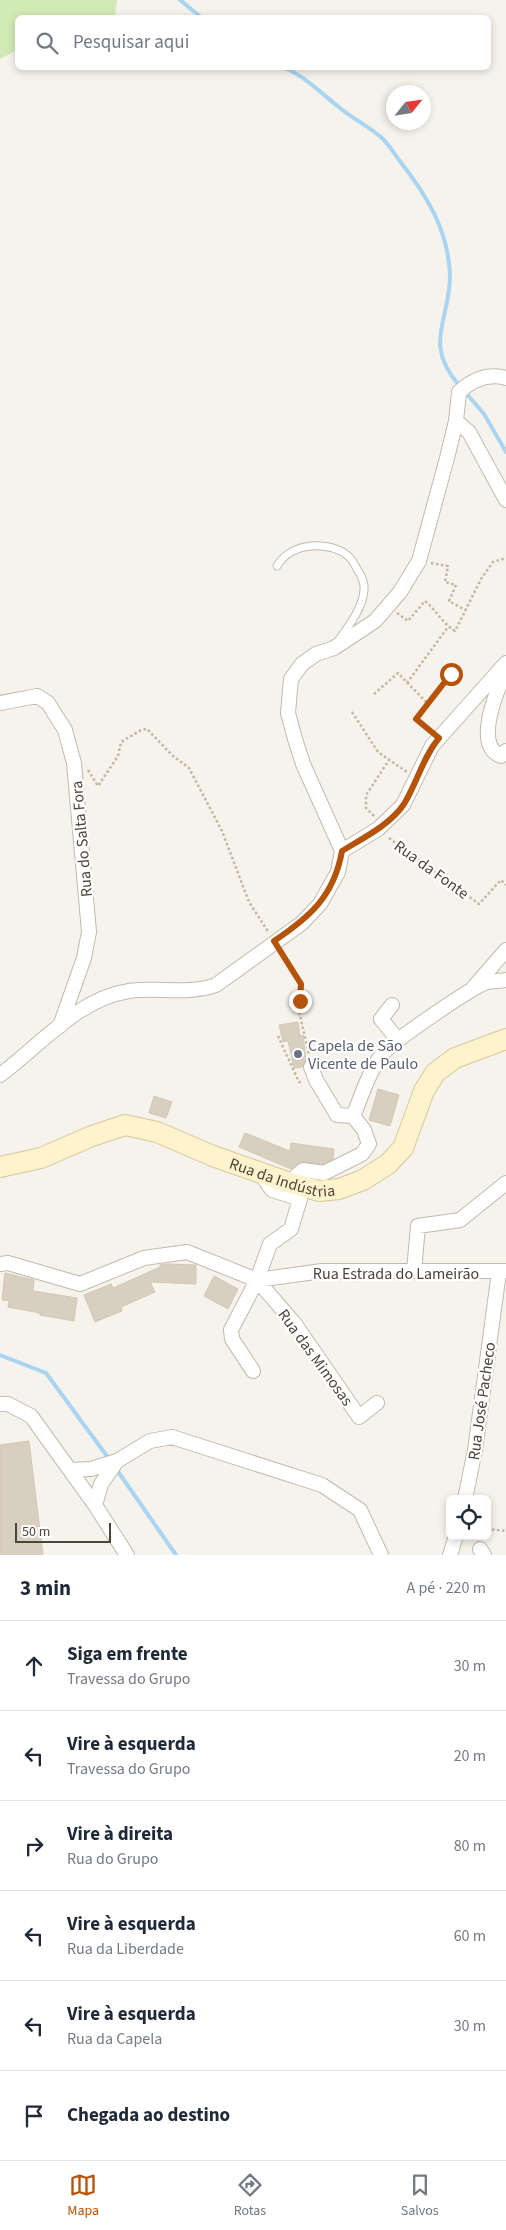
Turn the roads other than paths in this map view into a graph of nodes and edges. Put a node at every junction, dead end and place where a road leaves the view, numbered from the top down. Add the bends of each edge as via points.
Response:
1 (506, 378) edge
2 (456, 421) junction
3 (506, 500) edge
4 (277, 566) dead end
5 (334, 648) junction
6 (506, 664) edge
7 (506, 670) edge
8 (0, 703) edge
9 (506, 751) edge
10 (342, 851) junction
11 (506, 950) edge
12 (506, 980) edge
13 (471, 990) junction
14 (392, 1005) dead end
15 (60, 1026) junction
16 (506, 1039) edge
17 (398, 1040) junction
18 (311, 1066) road end
19 (0, 1075) edge
20 (353, 1116) junction
21 (0, 1167) edge
22 (260, 1173) junction
23 (506, 1182) edge
24 (292, 1184) junction
25 (0, 1264) edge
26 (414, 1271) junction
27 (502, 1272) edge
28 (257, 1280) junction
29 (253, 1370) dead end
30 (377, 1403) dead end
31 (0, 1404) edge
32 (117, 1460) junction
33 (71, 1470) junction
34 (466, 1495) edge
35 (95, 1505) junction
36 (455, 1540) edge
37 (127, 1555) edge
38 (381, 1555) edge
39 (450, 1555) edge

1 - 2 street via 484,378 469,383 459,392
2 - 3 street via 469,432
2 - 5 street via 420,561 389,607 375,621
4 - 5 lane via 288,554 310,546 321,545 350,557 362,576 364,590 358,609
5 - 10 street via 316,654 302,664 291,679 288,713 302,764
6 - 10 street via 432,746 403,805 381,826
7 - 9 street via 487,732 488,745 494,754 501,756
8 - 15 street, Rua do Salta Fora via 36,696 48,704 65,730 74,763 89,932 84,958
10 - 15 street via 338,872 320,904 302,922 216,985 202,990 131,991 111,995 91,1003
11 - 13 street
12 - 13 street via 488,982
13 - 17 street
14 - 17 street via 381,1019
15 - 19 street
16 - 24 street, Rua da Indústria via 456,1058 435,1073 424,1091 403,1148 388,1164 363,1180 333,1190 319,1191
17 - 20 street via 381,1055 368,1075
18 - 20 street via 337,1115
20 - 24 street via 370,1144 362,1154 324,1173 303,1170
21 - 22 street, Rua da Indústria via 41,1158 125,1126 156,1132
22 - 24 street, Rua da Indústria
22 - 28 street via 272,1190 300,1199 291,1228 270,1244
23 - 26 street via 460,1220 418,1226
25 - 28 street, Rua Estrada do Lameirão via 8,1263 80,1284 144,1258 187,1252
26 - 27 street, Rua Estrada do Lameirão
26 - 28 street, Rua Estrada do Lameirão via 322,1271
27 - 34 street, Rua José Pacheco
28 - 29 street via 231,1330 232,1339
28 - 30 street, Rua das Mimosas via 295,1324 359,1416
31 - 33 street via 8,1404 31,1416
32 - 33 street via 91,1469
32 - 35 street via 101,1484
32 - 38 street via 150,1441 172,1437 322,1485 360,1510
33 - 35 street
35 - 37 street
36 - 39 street

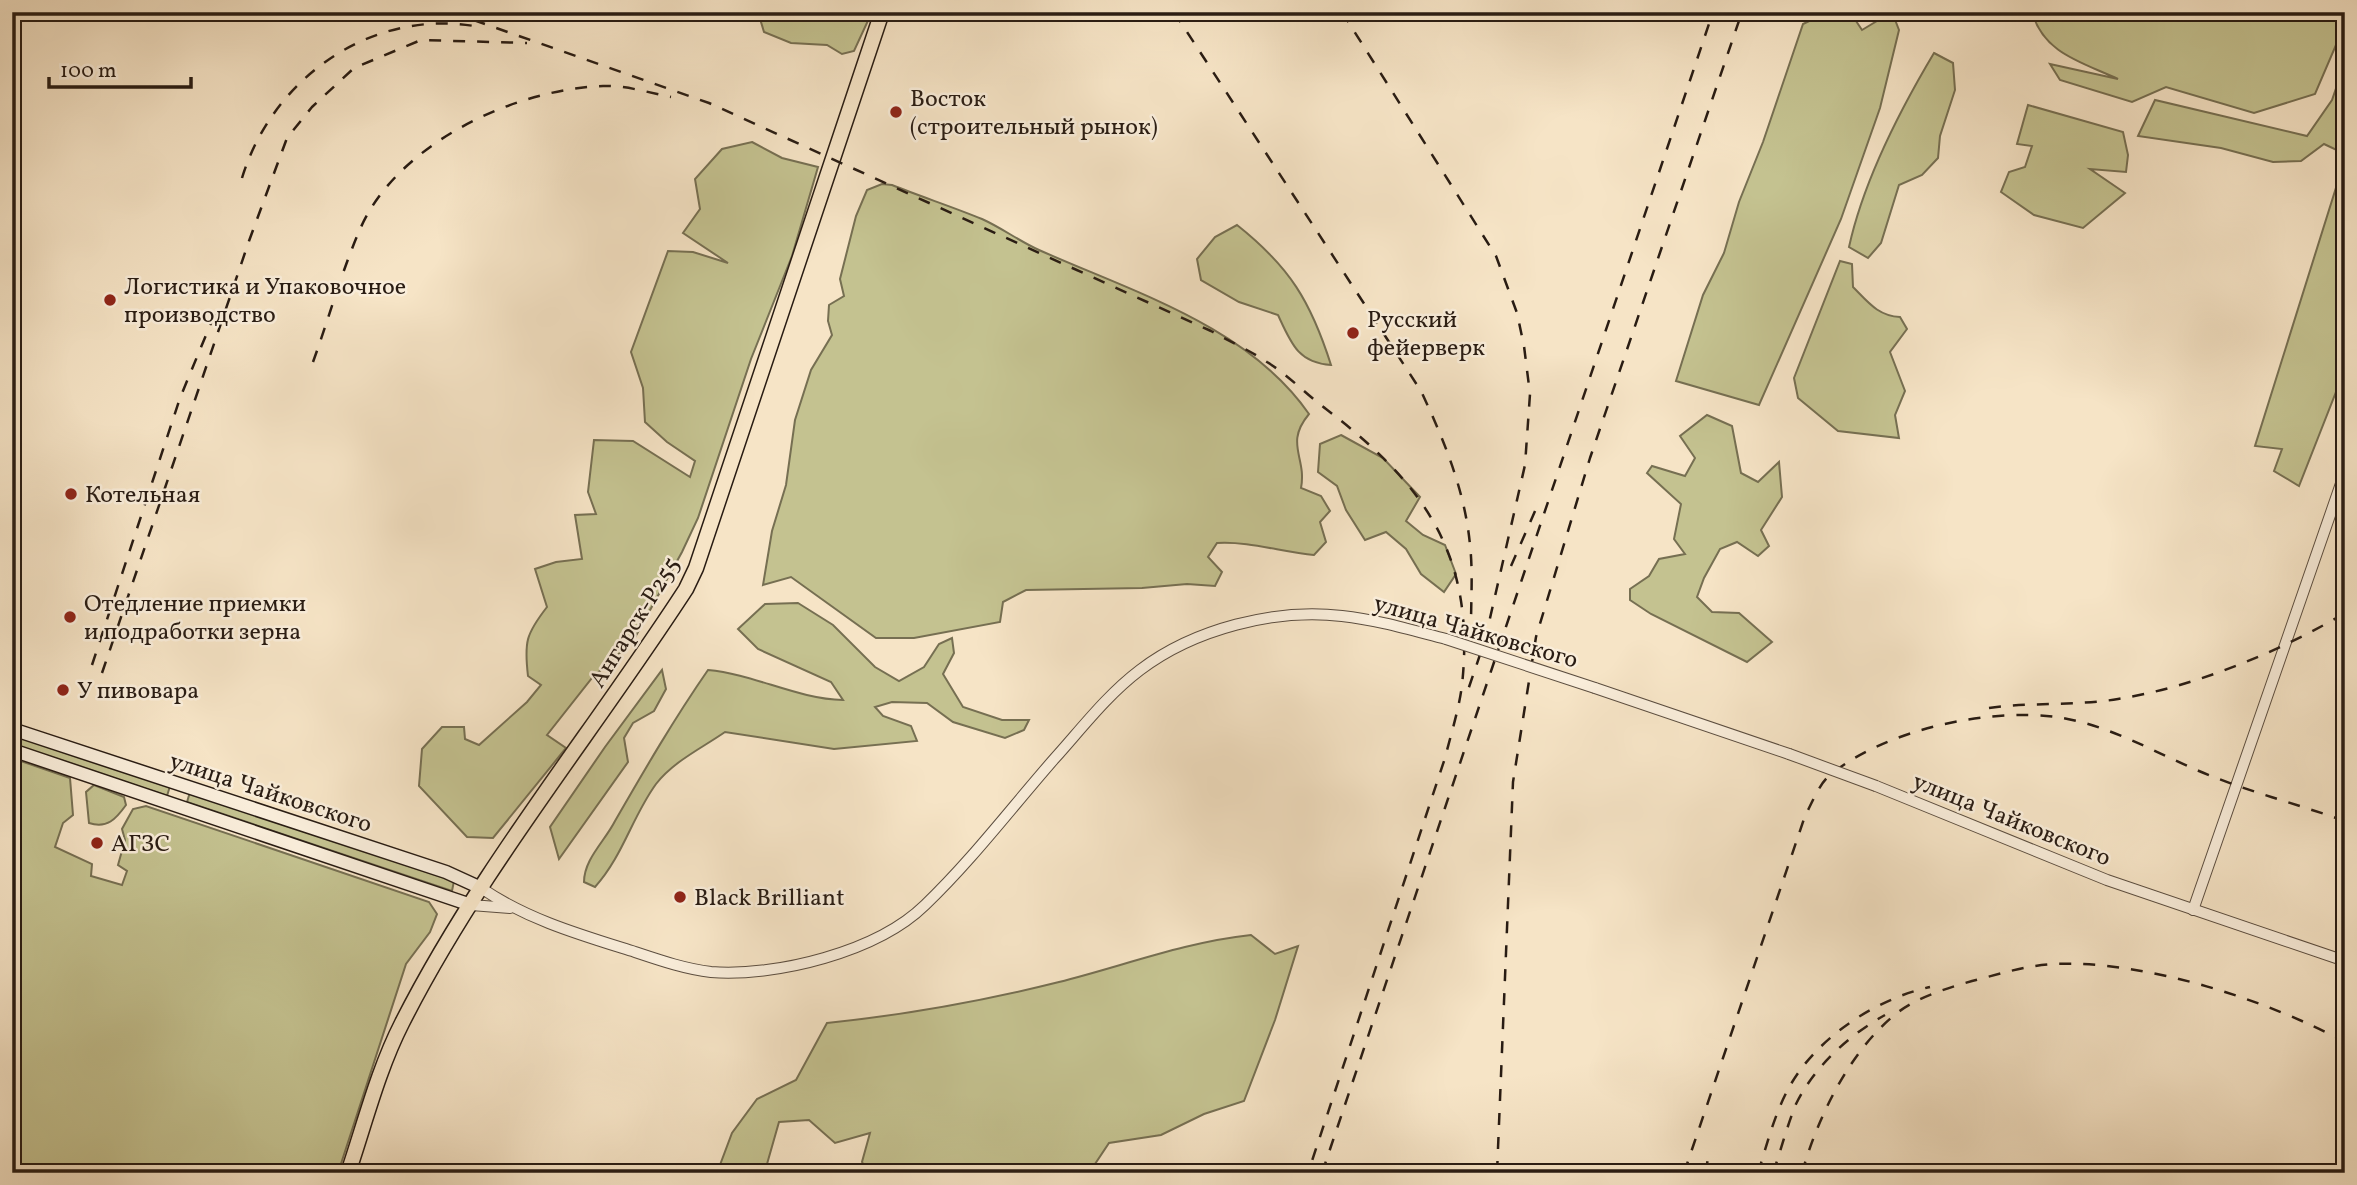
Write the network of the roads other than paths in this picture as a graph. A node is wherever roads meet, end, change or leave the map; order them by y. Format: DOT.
graph roads {
  1 [pos="882,12"];
  2 [pos="2345,472"];
  3 [pos="12,729"];
  4 [pos="12,750"];
  5 [pos="481,888"];
  6 [pos="471,905"];
  7 [pos="511,908"];
  8 [pos="2193,910"];
  9 [pos="2345,961"];
  10 [pos="348,1173"];
  1 -- 5 [label="main road, Ангарск-Р255"];
  2 -- 8 [label="street"];
  3 -- 5 [label="main road, улица Чайковского"];
  4 -- 6 [label="main road, улица Чайковского"];
  5 -- 6 [label="main road, Ангарск-Р255"];
  5 -- 7 [label="street, улица Чайковского"];
  6 -- 7 [label="street, улица Чайковского"];
  6 -- 10 [label="main road, Ангарск-Р255"];
  7 -- 8 [label="street, улица Чайковского, bridge"];
  8 -- 9 [label="street, улица Чайковского"];
}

● ● ● ●

◆ **ABOUT THIS TASK**: Where a line in the listing above contains "graph", copy that line.

◆ **THE COMPLETED TASK**:
Turn the roads other than paths in this map view into a graph of nodes and edges. Put a node at every junction, dead end and place where a road leaves the view, numbered from the top down. Add the bends of each edge as via points.
Write the network of the roads other than paths in this picture as a graph. A node is wherever roads meet, end, change or leave the map; order them by y. Format: DOT.
graph roads {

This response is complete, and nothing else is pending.